In this iteration, the flu arrives in New York City on a plane from Russia; within hours, everyone who was on the flight is dead, and within another day or so almost everyone who came into contact with those carriers is also dead or dying. Medical personnel inform their loved ones, who tell their friends, and there is a mass exodus out of the city, which ends as each exposed person is overcome and passes it in turn to the next. Other planes come into other cities from other countries, all of which were exposed to the flu prior to the United States, and soon, even for the immune or the lucky, there is nowhere to flee. The entire world has been infected and overwhelmed, and civilization rapidly comes to an end. Planes are grounded, trains and cars cease to run as fuel runs out or becomes stale, the failure of electricity takes down all forms of communication and creature comforts, and soon the one percent of the population left standing is isolated wherever they happened to end up, in a dark and silent world.
The story begins when an elderly actor experiences a heart attack while onstage playing King Lear, on the eve of the pandemic. Strange connections to this man—the paramedic-in-training who leaps to the stage to try to revive him, the little girl who plays one of Lear’s daughters, his first ex-wife, who is the author/artist of a strange set of apocalyptic graphic novels called Station Eleven, his best friend from boyhood, and his second ex-wife and son—are the characters who tell the story, which reaches from the actor’s distant past on an island off the coast of Canada to 15 years into the future in the territory surrounding the Great Lakes, after the pandemic has decimated the world. The vehicle for the story is a band of musicians and actors (including that child actor who played a daughter of Lear) who have teamed up to travel a small route from town to town around the shores of Lake Michigan, alternating musical concerts and productions of Shakespeare every other night to keep themselves fed and give them purpose. The thing that makes the story so involving is how all the initial characters, so tenuously connected by this one man, end up in associations of which they themselves are unaware, and in possession of artifacts of one another’s lives. What is nice about the story is that although a few of these connections are revealed, thus providing some closure between certain players, the story doesn’t wrap up with a bow, but ends leaving some ironies intact.
Survival is insufficient.
STAR TREK
I loved how the story jumped from person to person and told their part of the story without pointing out the obvious connections, instead allowing the reader an “Ahah!” moment every once in a while. I loved the scene-setting descriptions of how the world has devolved, and how people respond to it depending on who they were and how old they were when the pandemic hit, and therefore what they remember. It seemed so realistic when parents would argue about whether they should continue to teach their children about the past with its internet, cell phones, and moon launches (or hey, ice cream and air conditioning!), or if there was little point in trying to explain such foreign concepts to those who would probably never experience them in this world that has returned to travel on foot, sleep cycles governed by the sun, and lives that are focused almost solely on survival. I loved the portrayals of lawlessness and violence set against the kindnesses and native courtesies preserved against all likelihood.

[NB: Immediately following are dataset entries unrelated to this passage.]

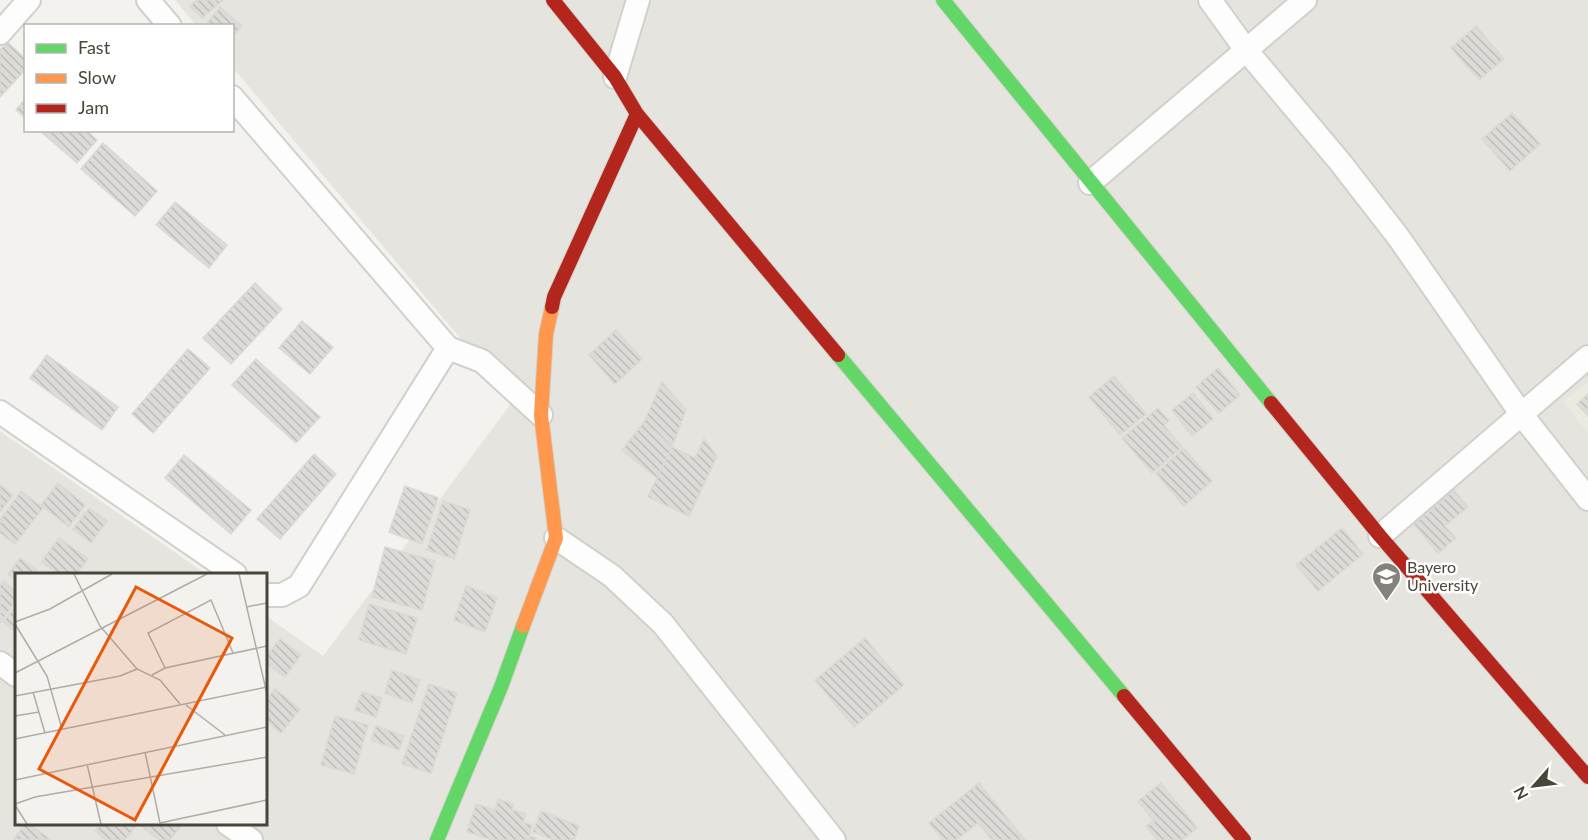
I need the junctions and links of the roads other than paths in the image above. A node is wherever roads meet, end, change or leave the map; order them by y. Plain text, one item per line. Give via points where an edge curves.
1 (29, 0) edge
2 (148, 0) edge
3 (553, 0) edge
4 (638, 0) edge
5 (943, 0) edge
6 (1210, 0) edge
7 (1305, 0) edge
8 (168, 24) edge
9 (0, 33) edge
10 (1246, 50) junction
11 (615, 77) junction
12 (234, 99) edge
13 (637, 114) junction
14 (1090, 183) junction
15 (448, 348) junction
16 (1588, 357) edge
17 (0, 412) edge
18 (541, 415) junction
19 (1522, 415) junction
20 (1588, 499) edge
21 (1380, 536) junction
22 (556, 538) junction
23 (234, 573) edge
24 (267, 595) edge
25 (0, 663) edge
26 (15, 674) edge
27 (1588, 777) edge
28 (229, 825) edge
29 (1234, 837) edge
30 (251, 840) edge
31 (437, 840) edge
32 (834, 840) edge

1 - 9 street
2 - 8 street
3 - 11 street
4 - 11 street
5 - 14 street
6 - 10 street
7 - 10 street
10 - 14 street
10 - 19 street via 1399,238
11 - 13 street
12 - 15 street
13 - 18 street via 554,297 546,334
13 - 29 street
14 - 21 street
15 - 18 street via 482,361
15 - 24 street via 299,586 282,595
16 - 19 street
17 - 23 street
18 - 22 street
19 - 20 street
19 - 21 street
21 - 27 street
22 - 31 street via 501,687
22 - 32 street via 612,576 663,624
25 - 26 street
28 - 30 street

I love that I have discovered yet another post-apocalyptic story worthy of adding to my collection! And I am also excited because this book made me think of one that I read a long time ago but never remembered to log into my Goodreads list, and when I finally dredged up the author’s name from my sometimes spotty memory and went in search of the book, I discovered that after I read it, she wrote two sequels! That book was The Plague Tales, by Ann Benson, and my intention is to read the sequels (Burning Road, and The Physician’s Tale) just as soon as my Young Adult Literature class at UCLA is over and I am no longer keeping up with my students’ reading schedules. June, here I come!